# Your goal:
Starting at the first line of the data, print each line verbatim up to and including the line bearing "pinky dip: (707, 447)", omitting pictures.

(Entries taken from a collection)
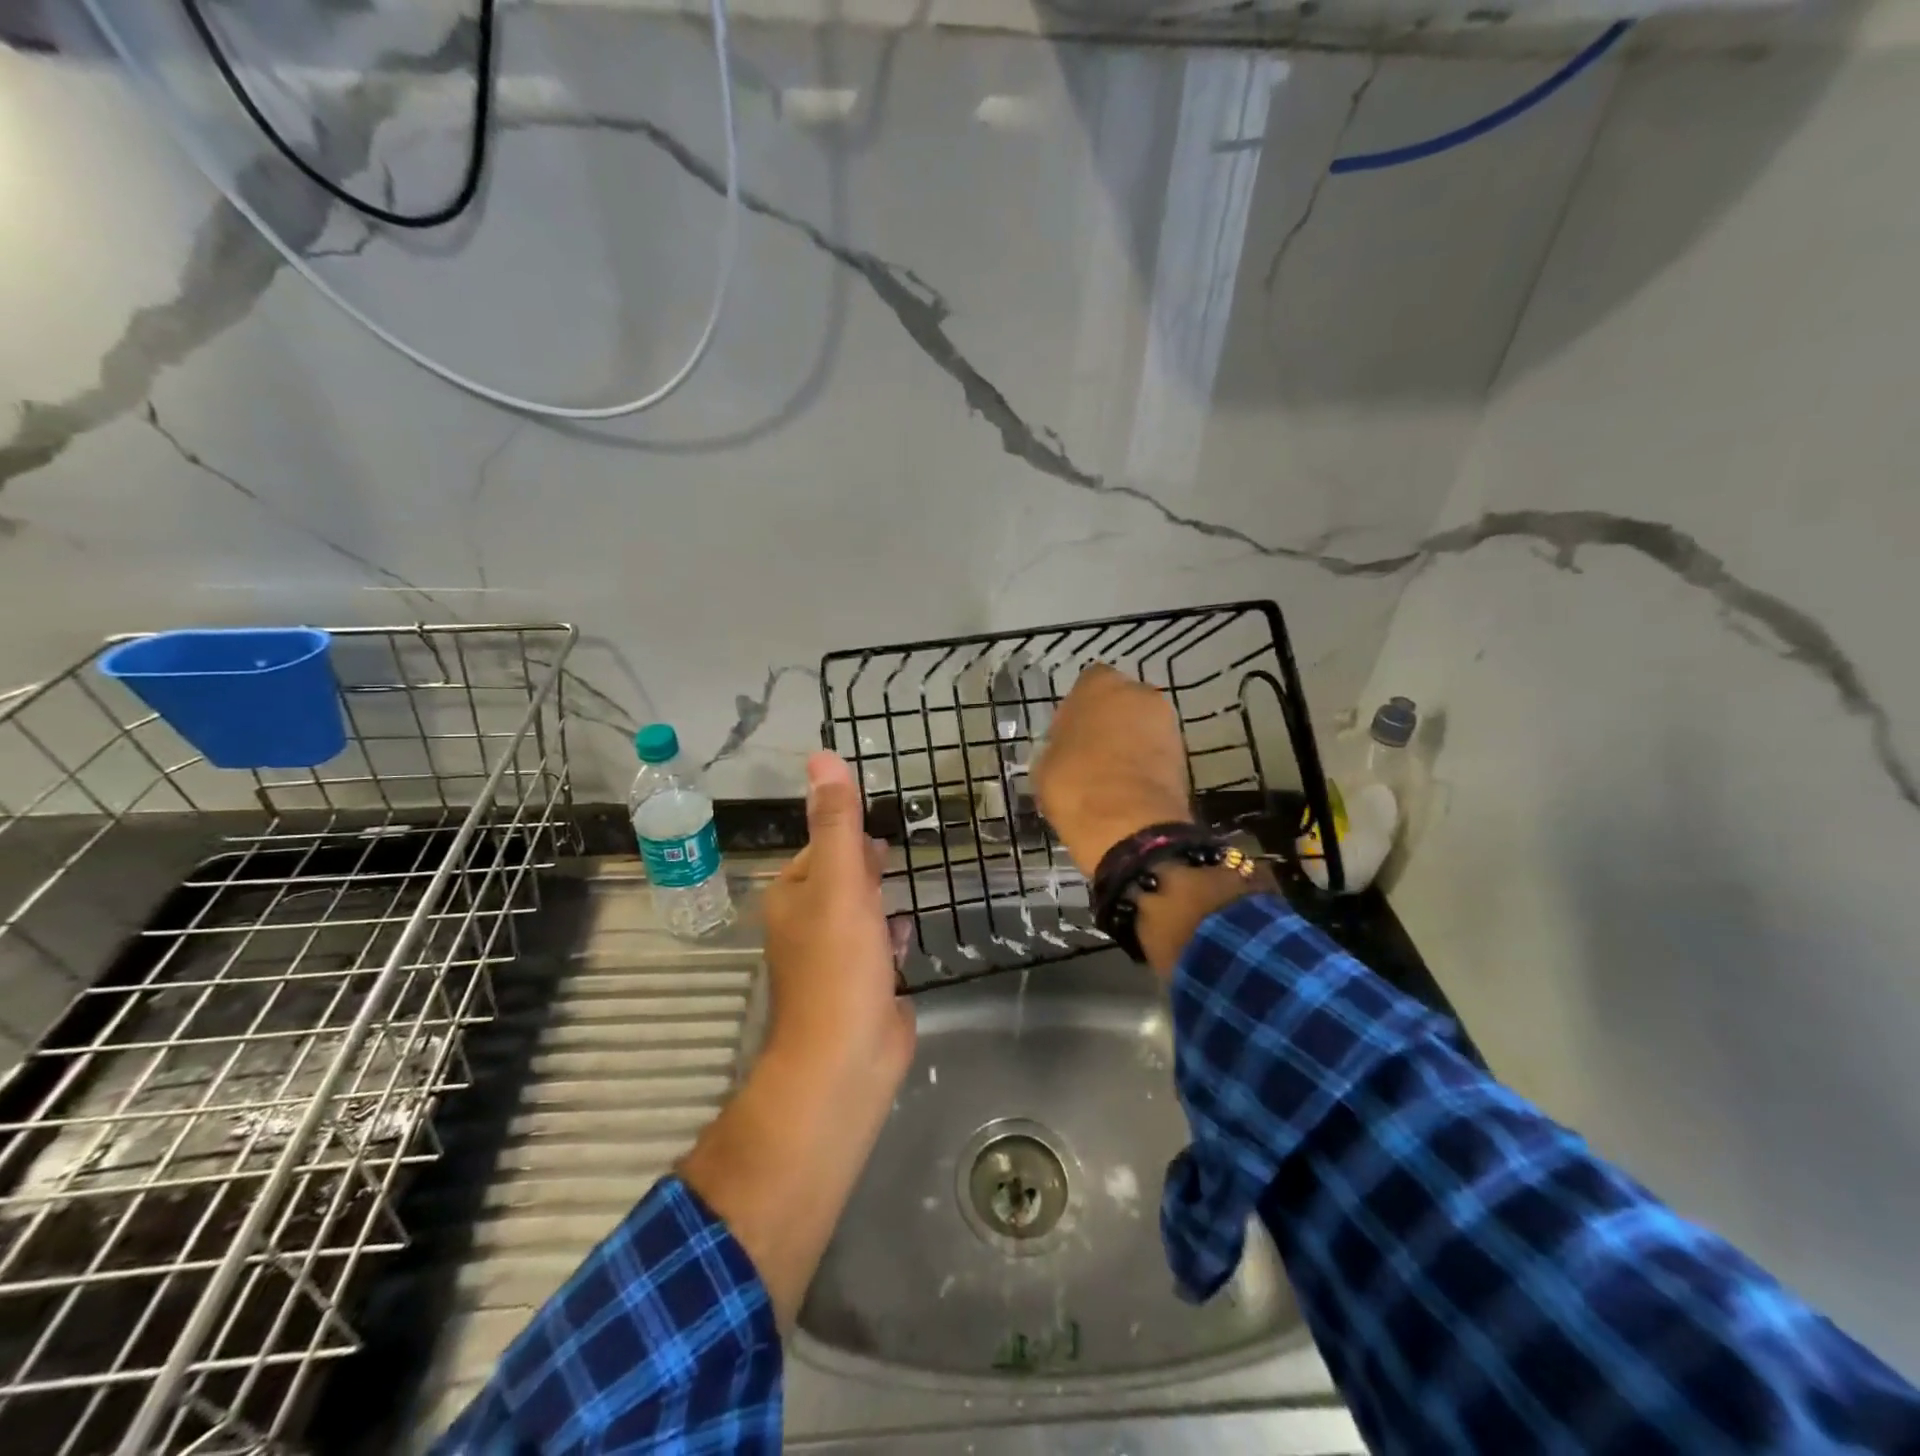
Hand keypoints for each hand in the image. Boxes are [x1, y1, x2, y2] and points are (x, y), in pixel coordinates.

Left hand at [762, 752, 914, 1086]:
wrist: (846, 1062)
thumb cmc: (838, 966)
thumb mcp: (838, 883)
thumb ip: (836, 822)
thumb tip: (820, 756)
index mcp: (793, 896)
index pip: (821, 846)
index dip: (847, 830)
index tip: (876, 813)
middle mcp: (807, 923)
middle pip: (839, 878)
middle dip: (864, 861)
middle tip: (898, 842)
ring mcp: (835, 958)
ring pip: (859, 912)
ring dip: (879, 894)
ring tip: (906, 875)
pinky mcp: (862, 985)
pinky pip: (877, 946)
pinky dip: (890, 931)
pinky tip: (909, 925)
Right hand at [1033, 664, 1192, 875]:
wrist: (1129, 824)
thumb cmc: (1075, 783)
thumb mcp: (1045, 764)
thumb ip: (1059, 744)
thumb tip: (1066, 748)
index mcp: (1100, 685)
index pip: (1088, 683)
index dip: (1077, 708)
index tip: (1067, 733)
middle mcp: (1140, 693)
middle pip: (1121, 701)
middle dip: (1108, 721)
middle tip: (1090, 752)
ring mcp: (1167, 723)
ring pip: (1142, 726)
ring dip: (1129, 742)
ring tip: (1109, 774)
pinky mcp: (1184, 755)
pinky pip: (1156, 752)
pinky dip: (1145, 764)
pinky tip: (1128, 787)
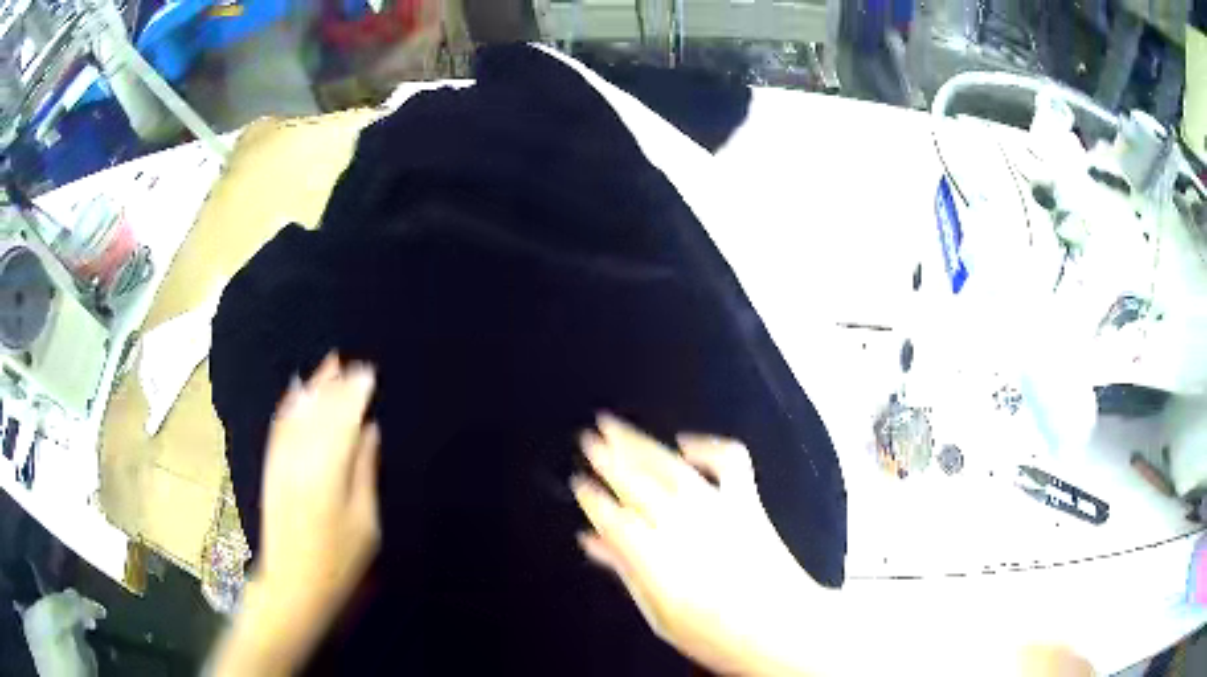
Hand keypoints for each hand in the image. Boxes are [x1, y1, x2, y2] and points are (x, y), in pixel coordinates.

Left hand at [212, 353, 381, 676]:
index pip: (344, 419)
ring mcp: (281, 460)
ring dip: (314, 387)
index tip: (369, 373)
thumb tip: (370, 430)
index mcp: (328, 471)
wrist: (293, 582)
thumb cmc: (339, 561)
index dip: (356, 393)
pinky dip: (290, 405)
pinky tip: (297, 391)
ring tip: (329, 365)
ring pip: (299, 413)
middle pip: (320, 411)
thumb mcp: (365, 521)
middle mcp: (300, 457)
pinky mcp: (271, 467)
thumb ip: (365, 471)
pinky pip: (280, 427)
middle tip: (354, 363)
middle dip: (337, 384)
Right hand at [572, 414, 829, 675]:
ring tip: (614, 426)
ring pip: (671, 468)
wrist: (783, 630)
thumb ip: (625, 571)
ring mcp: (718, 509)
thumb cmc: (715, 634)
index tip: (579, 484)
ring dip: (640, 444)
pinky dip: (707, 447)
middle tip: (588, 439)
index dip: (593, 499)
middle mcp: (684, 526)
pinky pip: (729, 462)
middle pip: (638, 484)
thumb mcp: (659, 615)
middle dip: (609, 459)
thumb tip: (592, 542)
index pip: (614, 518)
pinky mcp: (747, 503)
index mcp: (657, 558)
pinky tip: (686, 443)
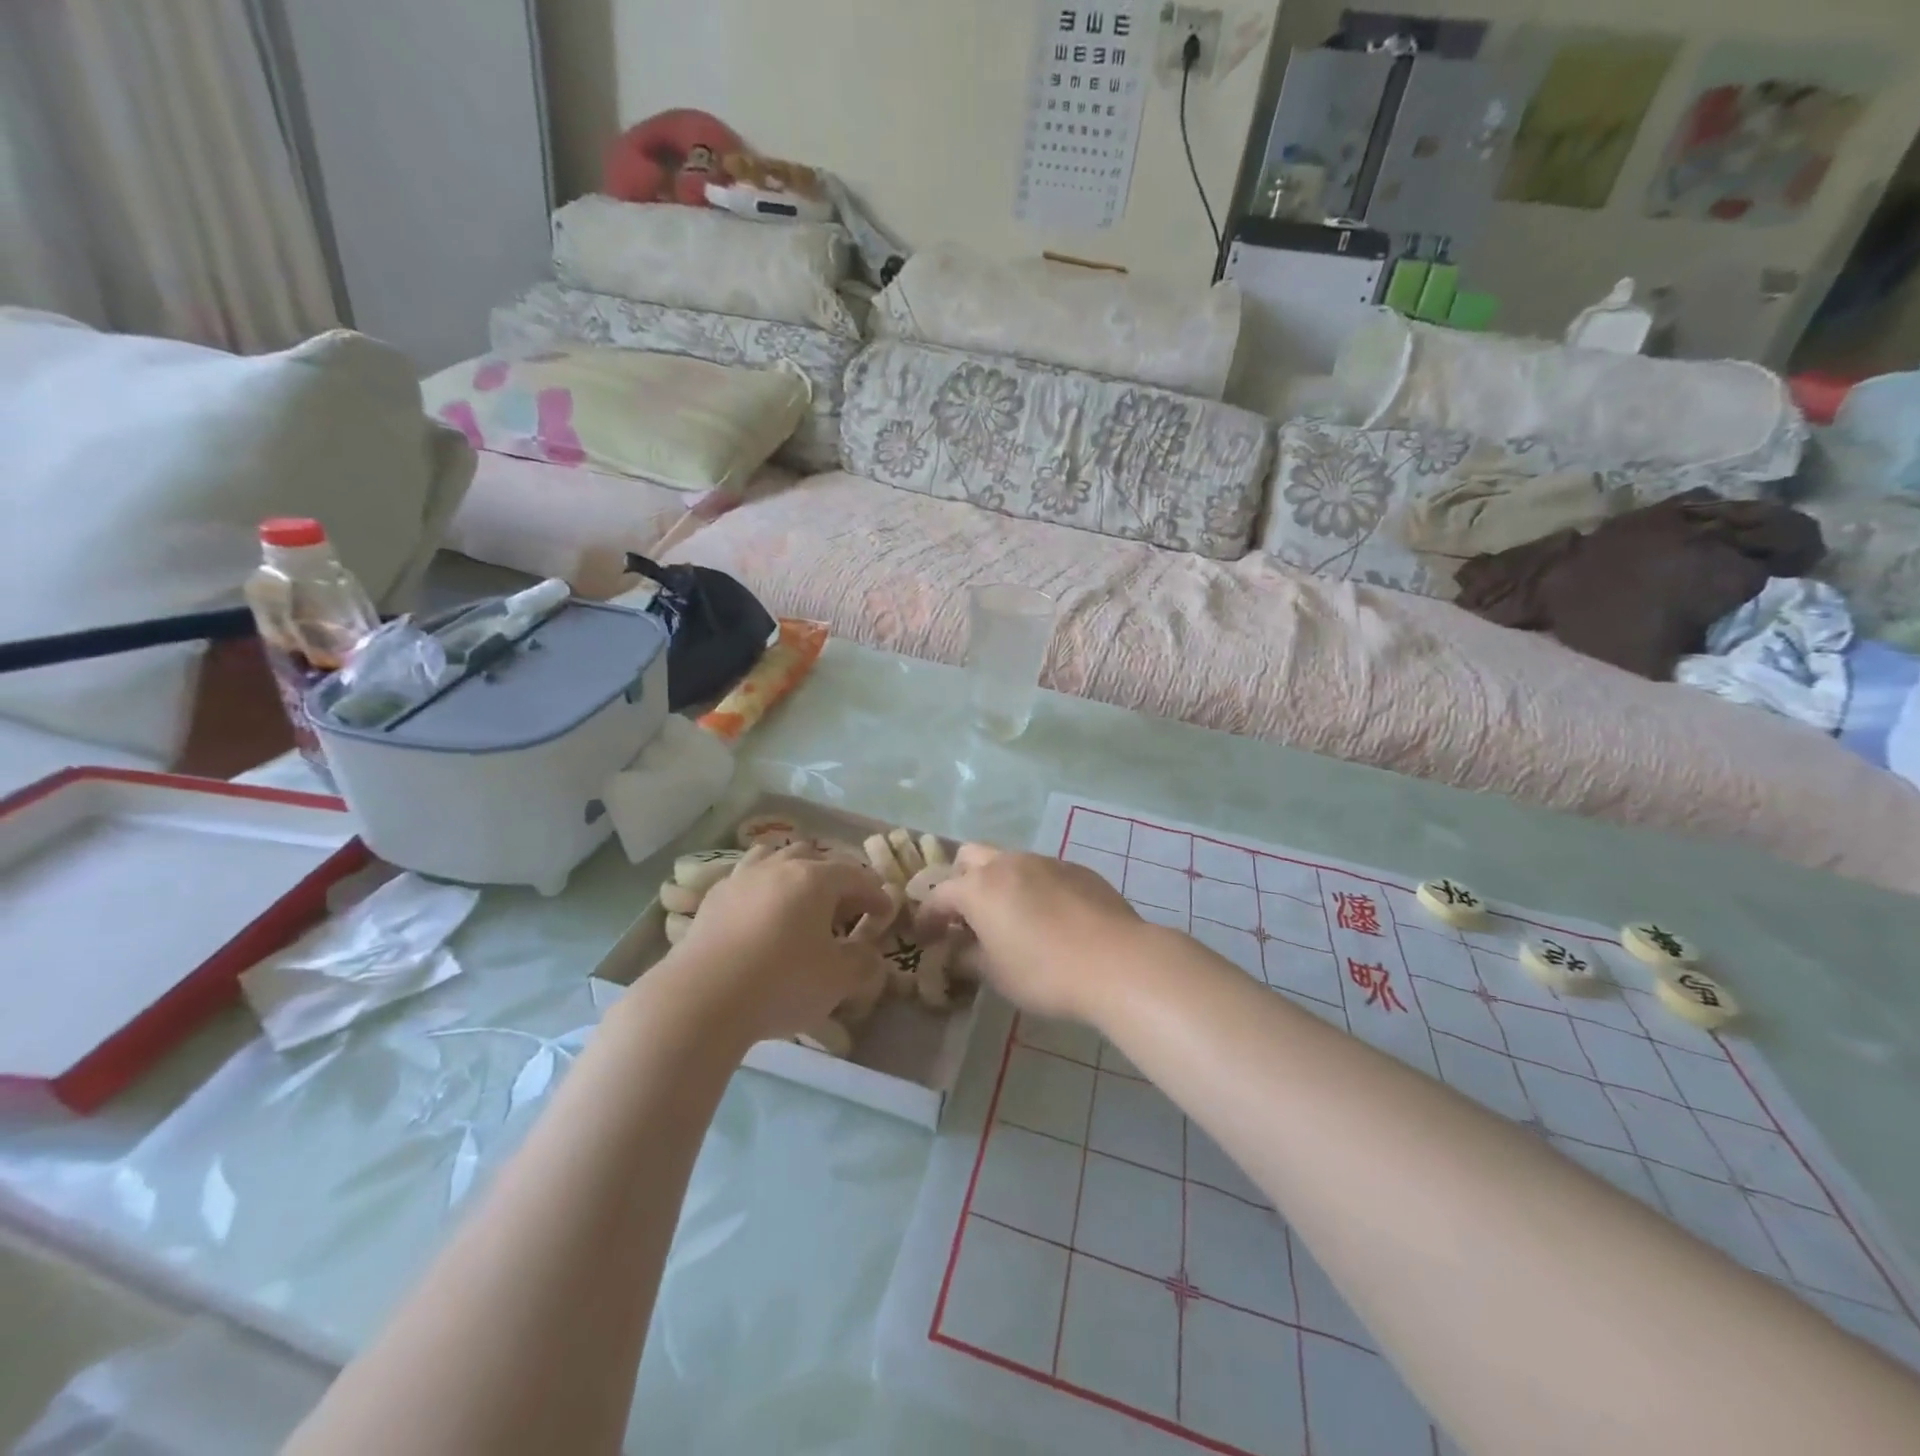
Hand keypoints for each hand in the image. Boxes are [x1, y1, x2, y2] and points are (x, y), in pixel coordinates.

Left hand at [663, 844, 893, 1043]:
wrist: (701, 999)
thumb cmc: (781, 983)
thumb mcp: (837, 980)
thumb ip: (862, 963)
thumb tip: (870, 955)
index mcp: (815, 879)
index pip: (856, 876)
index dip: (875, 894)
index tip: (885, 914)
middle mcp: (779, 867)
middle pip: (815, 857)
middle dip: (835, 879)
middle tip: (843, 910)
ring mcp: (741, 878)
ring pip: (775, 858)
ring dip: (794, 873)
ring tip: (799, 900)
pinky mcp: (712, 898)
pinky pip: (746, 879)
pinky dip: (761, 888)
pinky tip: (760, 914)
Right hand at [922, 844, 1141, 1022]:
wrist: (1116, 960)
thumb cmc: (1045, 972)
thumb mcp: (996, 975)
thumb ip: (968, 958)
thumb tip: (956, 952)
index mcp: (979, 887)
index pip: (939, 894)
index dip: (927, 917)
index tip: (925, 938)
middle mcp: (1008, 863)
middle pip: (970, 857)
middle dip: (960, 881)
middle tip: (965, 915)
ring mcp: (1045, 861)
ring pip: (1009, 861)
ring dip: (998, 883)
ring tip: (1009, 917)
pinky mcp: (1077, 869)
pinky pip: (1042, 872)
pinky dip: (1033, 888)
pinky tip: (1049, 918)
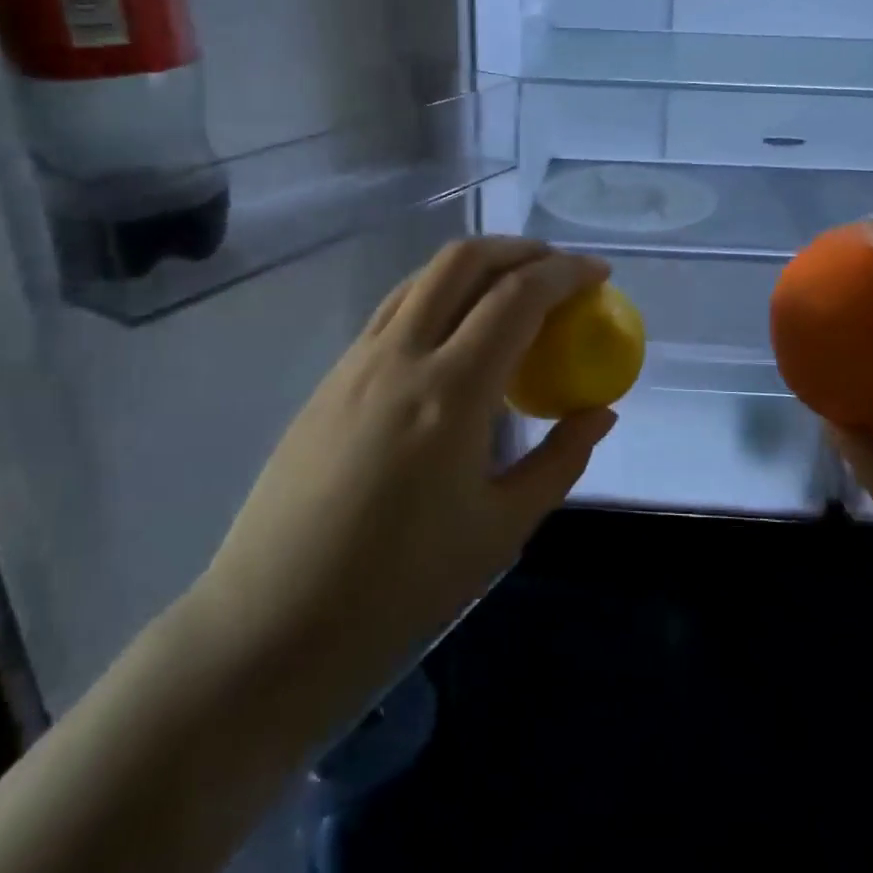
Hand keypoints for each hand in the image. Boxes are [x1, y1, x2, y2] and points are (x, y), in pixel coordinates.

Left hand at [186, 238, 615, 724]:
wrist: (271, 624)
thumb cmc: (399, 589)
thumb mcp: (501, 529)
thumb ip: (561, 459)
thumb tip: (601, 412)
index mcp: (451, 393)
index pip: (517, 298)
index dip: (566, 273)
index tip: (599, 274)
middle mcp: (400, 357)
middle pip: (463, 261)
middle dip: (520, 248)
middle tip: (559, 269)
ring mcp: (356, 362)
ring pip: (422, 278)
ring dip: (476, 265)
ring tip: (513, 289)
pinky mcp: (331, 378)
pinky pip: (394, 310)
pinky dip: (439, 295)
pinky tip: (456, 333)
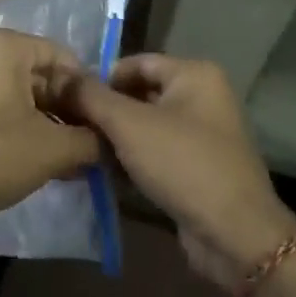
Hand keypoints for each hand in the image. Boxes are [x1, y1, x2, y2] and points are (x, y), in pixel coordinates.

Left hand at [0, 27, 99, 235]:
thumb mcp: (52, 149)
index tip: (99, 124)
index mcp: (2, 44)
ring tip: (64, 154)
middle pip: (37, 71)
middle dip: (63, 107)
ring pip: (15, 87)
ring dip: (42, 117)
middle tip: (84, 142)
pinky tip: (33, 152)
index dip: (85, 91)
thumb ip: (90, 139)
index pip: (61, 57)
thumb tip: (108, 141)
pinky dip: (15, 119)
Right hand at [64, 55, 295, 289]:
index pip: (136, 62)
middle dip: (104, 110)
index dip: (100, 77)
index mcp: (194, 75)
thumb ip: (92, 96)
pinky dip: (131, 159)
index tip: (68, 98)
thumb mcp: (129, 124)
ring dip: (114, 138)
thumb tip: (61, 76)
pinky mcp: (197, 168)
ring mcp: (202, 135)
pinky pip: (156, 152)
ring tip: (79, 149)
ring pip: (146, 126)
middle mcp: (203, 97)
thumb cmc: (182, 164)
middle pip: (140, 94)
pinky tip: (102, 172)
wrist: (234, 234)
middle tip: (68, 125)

# Response to this task:
Hand keypoints for each hand in the image. Boxes are [x1, y1, x2, y2] and points are (x, y), in pixel coordinates.

Left hand at [762, 752, 914, 1086]:
wrist: (846, 1062)
thumb cmc: (838, 966)
thumb mcp: (838, 883)
thumb ip: (836, 822)
thumb tip: (820, 756)
index mcp: (793, 896)
index pip: (821, 846)
index dip: (847, 830)
index tip: (876, 813)
middle mcp: (807, 923)
middle pip: (839, 878)
middle dip: (864, 861)
middle tip: (898, 842)
ring mcp: (835, 958)
ring pip: (859, 912)
ring dip: (879, 894)
ring tip: (906, 875)
pinky mcp: (862, 985)
pinky pip: (877, 946)
pinky dip: (890, 931)
pinky tip: (909, 925)
Right hand at [1033, 664, 1192, 875]:
wrist: (1129, 824)
thumb cmc: (1075, 783)
thumb mcp: (1045, 764)
thumb ip: (1059, 744)
thumb tip: (1066, 748)
index mcp: (1100, 685)
index pip: (1088, 683)
index dip: (1077, 708)
index tip: (1067, 733)
middle mcp: (1140, 693)
middle pip: (1121, 701)
middle dip: (1108, 721)
middle tip: (1090, 752)
ring mcp: (1167, 723)
ring pip: (1142, 726)
ring dip: (1129, 742)
ring tip: (1109, 774)
pinky mcp: (1184, 755)
pinky pip: (1156, 752)
pinky dip: (1145, 764)
pinky tip: (1128, 787)
Hand keypoints for each hand in the image. Boxes are [x1, y1, x2, y2] and points are (x, y), in pixel coordinates.

Left hand at [212, 353, 381, 676]:
index pip: (344, 419)
ring mcp: (281, 460)
ring dip: (314, 387)
index tip: (369, 373)
thumb tip: (370, 430)
index mcp: (328, 471)
wrist: (293, 582)
thumb cmc: (339, 561)
index dip: (356, 393)
pinky dip: (290, 405)
pinky tip: (297, 391)
ring tip: (329, 365)
ring pip: (299, 413)
middle pip: (320, 411)
thumb mcp: (365, 521)
middle mcp: (300, 457)
pinky mcp: (271, 467)
thumb ip: (365, 471)
pinky pip: (280, 427)
middle tip: (354, 363)
middle dip: (337, 384)
Right hand at [572, 414, 829, 675]:
ring tip: (614, 426)
ring pip: (671, 468)
wrist: (783, 630)
thumb ip: (625, 571)
ring mcp: (718, 509)
thumb cmc: (715, 634)
index tip: (579, 484)
ring dip: (640, 444)
pinky dip: (707, 447)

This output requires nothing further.